Data extracted from a collection
——

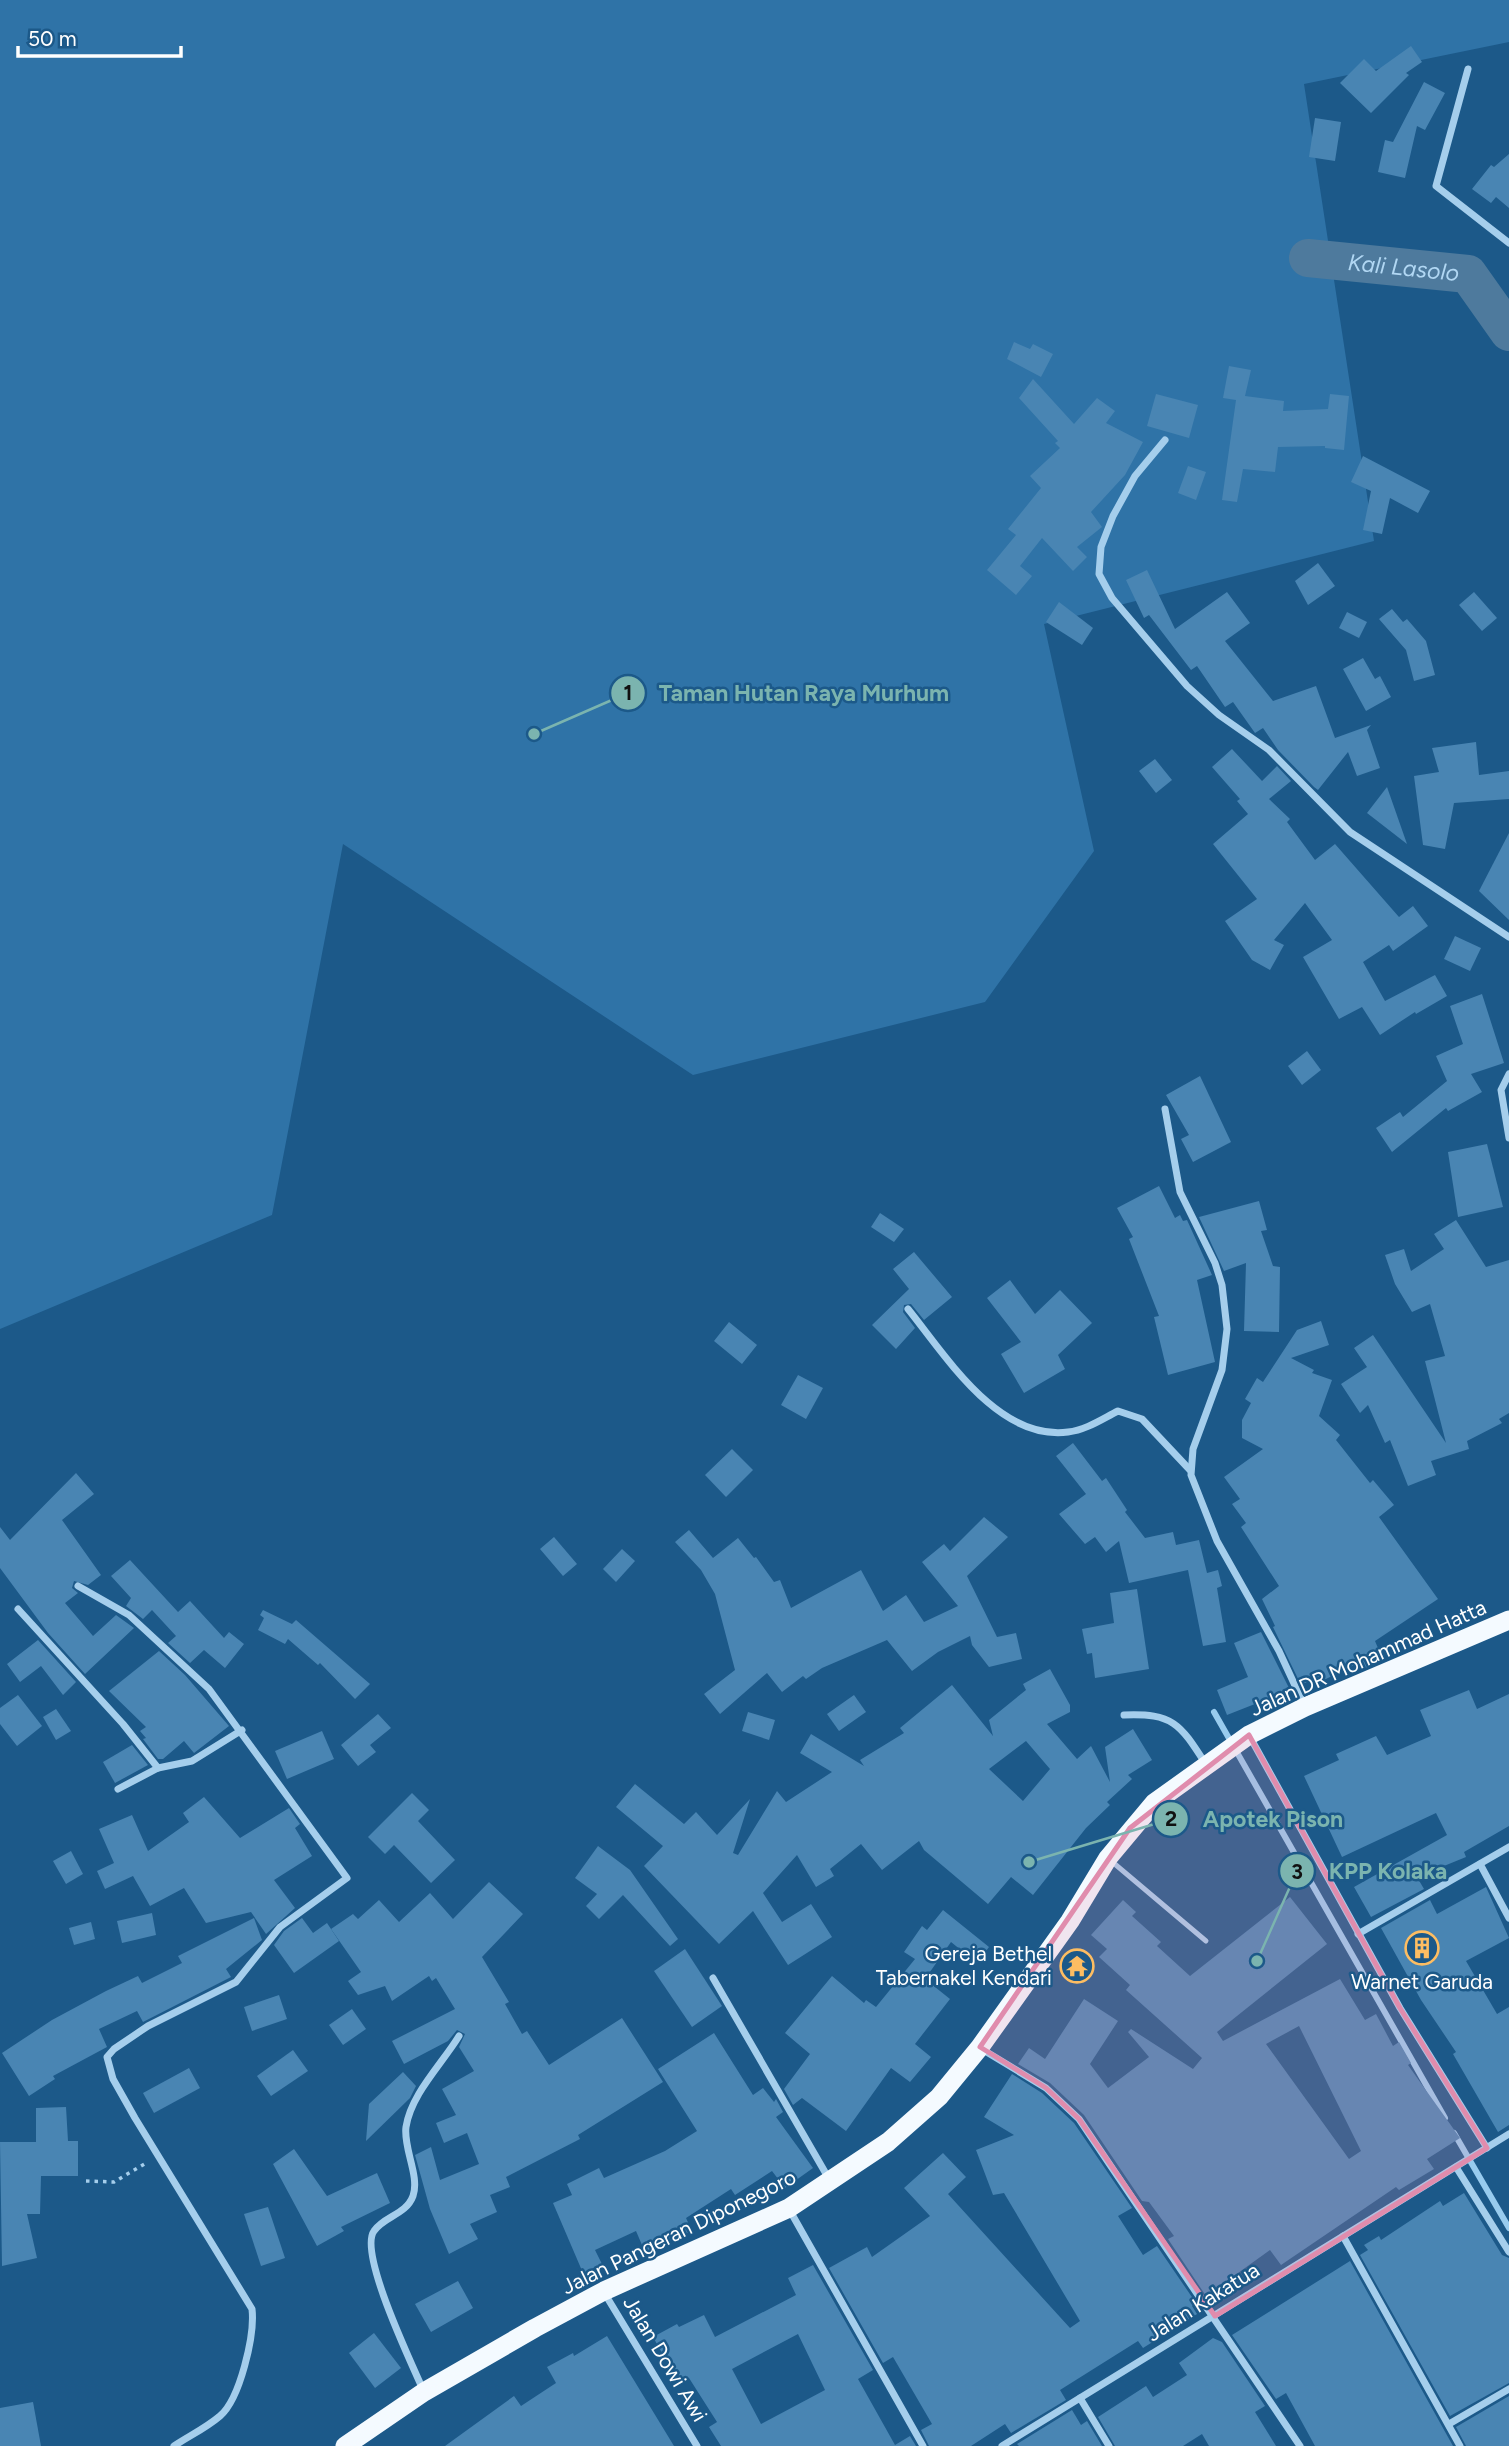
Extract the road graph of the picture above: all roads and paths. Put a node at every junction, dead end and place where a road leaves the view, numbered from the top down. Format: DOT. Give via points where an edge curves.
graph roads {
  1 [pos="1468,69"];
  2 [pos="1509,243"];
  3 [pos="1165,440"];
  4 [pos="1509,937"];
  5 [pos="1509,1074"];
  6 [pos="1164,1109"];
  7 [pos="1509,1138"];
  8 [pos="908,1309"];
  9 [pos="1190,1470"];
  10 [pos="78,1586"];
  11 [pos="18,1609"];
  12 [pos="1509,1620"];
  13 [pos="1305,1707"];
  14 [pos="1124,1714"];
  15 [pos="242,1730"];
  16 [pos="1247,1736"];
  17 [pos="1212,1759"];
  18 [pos="158,1768"];
  19 [pos="118,1789"];
  20 [pos="1509,1847"];
  21 [pos="1108,1858"];
  22 [pos="1480,1864"];
  23 [pos="1509,1918"];
  24 [pos="1358,1934"];
  25 [pos="1206,1941"];
  26 [pos="713,1978"];
  27 [pos="459,2036"];
  28 [pos="980,2047"];
  29 [pos="1509,2134"];
  30 [pos="1487,2148"];
  31 [pos="154,2150"];
  32 [pos="1459,2166"];
  33 [pos="86,2181"];
  34 [pos="832,2182"];
  35 [pos="789,2208"];
  36 [pos="1343,2236"];
  37 [pos="1509,2252"];
  38 [pos="604,2291"];
  39 [pos="1215,2316"];
  40 [pos="1509,2389"];
  41 [pos="424,2392"];
  42 [pos="1080,2398"];
  43 [pos="1449,2424"];
  44 [pos="174,2446"];
  45 [pos="345,2446"];
  46 [pos="697,2446"];
  47 [pos="923,2446"];
  48 [pos="1002,2446"];
  49 [pos="1110,2446"];
  50 [pos="1300,2446"];
  51 [pos="1460,2446"];
  1 -- 2 [label="street" via="1436,186"];
  3 -- 4 [label="street" via="1135,476 1101,547 1099,574 1112,598 1187,686 1269,750 1350,832"];
  5 -- 7 [label="street" via="1502,1090"];
  6 -- 9 [label="street" via="1180,1192 1215,1263 1227,1329 1222,1370 1193,1449"];
  8 -- 9 [label="street" via="1002,1416 1041,1431 1068,1432 1118,1411 1142,1419"];
  9 -- 13 [label="street" via="1217,1541"];
  10 -- 15 [label="street" via="152,1633 209,1689"];
  11 -- 18 [label="street"];
  12 -- 13 [label="highway, Jalan DR Mohammad Hatta"];
  13 -- 16 [label="highway, Jalan DR Mohammad Hatta"];
  14 -- 17 [label="street" via="1175,1721"];
  15 -- 18 [label="street" via="192,1761"];
  15 -- 31 [label="street" via="347,1880 280,1927 236,1982 148,2025 109,2053 106,2060 113,2079"];
  16 -- 17 [label="highway, Jalan Pangeran Diponegoro"];
  16 -- 24 [label="street"];
  17 -- 21 [label="highway, Jalan Pangeran Diponegoro" via="1154,1803"];
  18 -- 19 [label="street"];
  20 -- 22 [label="street"];
  21 -- 25 [label="lane"];
  21 -- 28 [label="highway, Jalan Pangeran Diponegoro" via="1070,1921"];
  22 -- 23 [label="street"];
  22 -- 24 [label="street"];
  24 -- 30 [label="street"];
  26 -- 34 [label="street"];
  27 -- 41 [label="street" via="416,2100 405,2129 414,2194 372,2237 377,2278"];
  28 -- 34 [label="highway, Jalan Pangeran Diponegoro" via="939,2097 888,2142"];
  28 -- 39 [label="street" via="1067,2105"];
  29 -- 30 [label="street, Jalan Kakatua"];
  30 -- 32 [label="street, Jalan Kakatua"];
  31 -- 33 [label="path" via="145,2165 114,2182"];
  31 -- 44 [label="street" via="247,2297 253,2315 233,2399 219,2417"];
  32 -- 36 [label="street, Jalan Kakatua"];
  32 -- 37 [label="street"];
  34 -- 35 [label="highway, Jalan Pangeran Diponegoro"];
  35 -- 38 [label="highway, Jalan Pangeran Diponegoro"];
  35 -- 47 [label="street"];
  36 -- 39 [label="street, Jalan Kakatua"];
  36 -- 43 [label="street"];
  38 -- 41 [label="highway, Jalan Pangeran Diponegoro"];
  38 -- 46 [label="street, Jalan Dowi Awi"];
  39 -- 42 [label="street, Jalan Kakatua"];
  39 -- 50 [label="street"];
  40 -- 43 [label="street"];
  41 -- 45 [label="highway, Jalan Pangeran Diponegoro"];
  42 -- 48 [label="street, Jalan Kakatua"];
  42 -- 49 [label="street"];
  43 -- 51 [label="street"];
}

——

• **What is being asked**:
Going through the records above line by line, transcribe each one exactly and skip any pictures.

• **Your response**:
Extract the road graph of the picture above: all roads and paths. Put a node at every junction, dead end and place where a road leaves the view, numbered from the top down. Format: DOT. Give via points where an edge curves.
graph roads {
  1 [pos="1468,69"];
  2 [pos="1509,243"];
  3 [pos="1165,440"];
  4 [pos="1509,937"];
  5 [pos="1509,1074"];
  6 [pos="1164,1109"];
  7 [pos="1509,1138"];
  8 [pos="908,1309"];
  9 [pos="1190,1470"];
  10 [pos="78,1586"];
  11 [pos="18,1609"];
  12 [pos="1509,1620"];
  13 [pos="1305,1707"];
  14 [pos="1124,1714"];
  15 [pos="242,1730"];
  16 [pos="1247,1736"];
  17 [pos="1212,1759"];
  18 [pos="158,1768"];
  19 [pos="118,1789"];
  20 [pos="1509,1847"];
  21 [pos="1108,1858"];
  22 [pos="1480,1864"];
  23 [pos="1509,1918"];
  24 [pos="1358,1934"];
  25 [pos="1206,1941"];
  26 [pos="713,1978"];
  27 [pos="459,2036"];
  28 [pos="980,2047"];
  29 [pos="1509,2134"];
  30 [pos="1487,2148"];
  31 [pos="154,2150"];
  32 [pos="1459,2166"];
  33 [pos="86,2181"];
  34 [pos="832,2182"];
  35 [pos="789,2208"];
  36 [pos="1343,2236"];
  37 [pos="1509,2252"];
  38 [pos="604,2291"];
  39 [pos="1215,2316"];
  40 [pos="1509,2389"];
  41 [pos="424,2392"];
  42 [pos="1080,2398"];
  43 [pos="1449,2424"];
  44 [pos="174,2446"];
  45 [pos="345,2446"];
  46 [pos="697,2446"];
  47 [pos="923,2446"];
  48 [pos="1002,2446"];
  49 [pos="1110,2446"];
  50 [pos="1300,2446"];
  51 [pos="1460,2446"];
  1 -- 2 [label="street" via="1436,186"];
  3 -- 4 [label="street" via="1135,476 1101,547 1099,574 1112,598 1187,686 1269,750 1350,832"];
  5 -- 7 [label="street" via="1502,1090"];
  6 -- 9 [label="street" via="1180,1192 1215,1263 1227,1329 1222,1370 1193,1449"];
  8 -- 9 [label="street" via="1002,1416 1041,1431 1068,1432 1118,1411 1142,1419"];
  9 -- 13 [label="street" via="1217,1541"];
  10 -- 15 [label="street" via="152,1633 209,1689"];
  11 -- 18 [label="street"];
  12 -- 13 [label="highway, Jalan DR Mohammad Hatta"];
  13 -- 16 [label="highway, Jalan DR Mohammad Hatta"];
  14 -- 17 [label="street" via="1175,1721"];
  15 -- 18 [label="street" via="192,1761"];
  15 -- 31 [label="street" via="347,1880 280,1927 236,1982 148,2025 109,2053 106,2060 113,2079"];
  16 -- 17 [label="highway, Jalan Pangeran Diponegoro"];
  16 -- 24 [label="street"];
  17 -- 21 [label="highway, Jalan Pangeran Diponegoro" via="1154,1803"];
  18 -- 19 [label="street"];
  20 -- 22 [label="street"];
  21 -- 25 [label="lane"];
  21 -- 28 [label="highway, Jalan Pangeran Diponegoro" via="1070,1921"];
  22 -- 23 [label="street"];
  22 -- 24 [label="street"];
  24 -- 30 [label="street"];
  26 -- 34 [label="street"];
  27 -- 41 [label="street" via="416,2100 405,2129 414,2194 372,2237 377,2278"];
  28 -- 34 [label="highway, Jalan Pangeran Diponegoro" via="939,2097 888,2142"];
  28 -- 39 [label="street" via="1067,2105"];
  29 -- 30 [label="street, Jalan Kakatua"];
  30 -- 32 [label="street, Jalan Kakatua"];
  31 -- 33 [label="path" via="145,2165 114,2182"];
  31 -- 44 [label="street" via="247,2297 253,2315 233,2399 219,2417"];
  32 -- 36 [label="street, Jalan Kakatua"];
  32 -- 37 [label="street"];
  34 -- 35 [label="highway, Jalan Pangeran Diponegoro"];
  35 -- 38 [label="highway, Jalan Pangeran Diponegoro"];
  35 -- 47 [label="street"];
  36 -- 39 [label="street, Jalan Kakatua"];
  36 -- 43 [label="street"];
  38 -- 41 [label="highway, Jalan Pangeran Diponegoro"];
  38 -- 46 [label="street, Jalan Dowi Awi"];
  39 -- 42 [label="street, Jalan Kakatua"];
  39 -- 50 [label="street"];
  40 -- 43 [label="street"];
  41 -- 45 [label="highway, Jalan Pangeran Diponegoro"];
  42 -- 48 [label="street, Jalan Kakatua"];
  42 -- 49 [label="street"];
  43 -- 51 [label="street"];
}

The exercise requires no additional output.